Well, I was supposed to be going to the gym today, and making a start in Special Collections with various histories of the R.A.M.C. which are held there.  The gym plan foundered on the fact that I have left my trainers at home.  The library plan has gone west due to the fact that I have also left my netbook behind, making note-taking an extremely laborious process, and something of a redundant one as I will, at some point, have to transfer any notes taken on to a computer anyway.

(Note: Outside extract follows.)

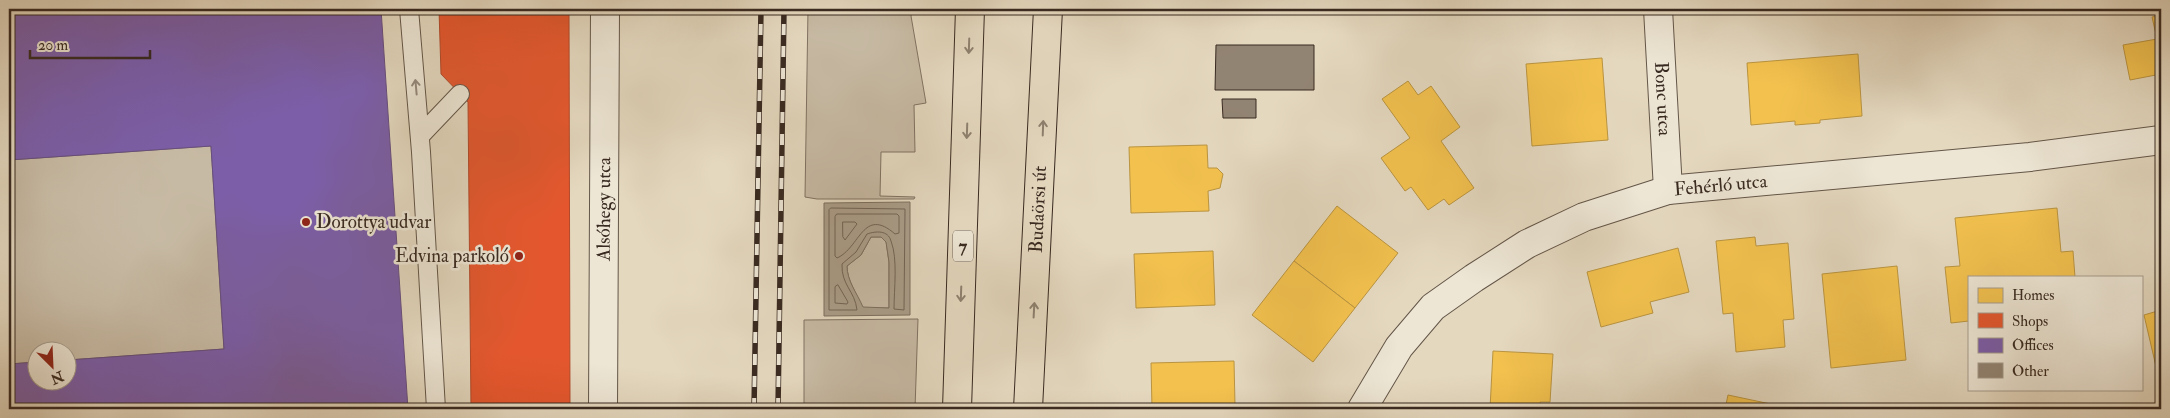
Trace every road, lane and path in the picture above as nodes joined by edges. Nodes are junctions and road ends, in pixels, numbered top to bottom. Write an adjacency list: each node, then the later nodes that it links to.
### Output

I can’t actually say I am sorry to be missing the gym.  It is a grim, drizzly Monday and the thought of trudging off in this weather to put my body through half an hour of discomfort does not appeal greatly.  The missed library trip is a bit more troublesome.  I reached something of a crisis point at the end of last week when I realised that I currently know more about the history of both the Red Cross (British and International) and the St John Ambulance Brigade in the first two decades of the twentieth century than I do about the R.A.M.C. in that period.  I do know that, after the debacle in South Africa, there were major reforms, associated with Haldane’s other army reforms, but I definitely need more detail on this if I am to properly understand the place of the R.A.M.C. within the wider military structure.  This is vital at the moment as I am struggling to get to grips with the differences between non-combatance and neutrality in relation to the medical services, and the extent to which various medical services were answerable to a national military force as opposed to a wider humanitarian mission.  If I am to have any understanding of the role of voluntary services during the war, I need to have a much better understanding of the political position of the army medical services first.  Actually, it might not be a bad idea to get a sense of the place of the military as a whole in British society, so if anyone can recommend a good history of the Haldane reforms, please do let me know.

In the meantime, lack of portable computing (or at least portable computing with a decent keyboard) means I will be hunkering down in my office with 700 pages on the history of the International Red Cross and a book review to write.  There are worse ways to spend a drizzly day, I suppose.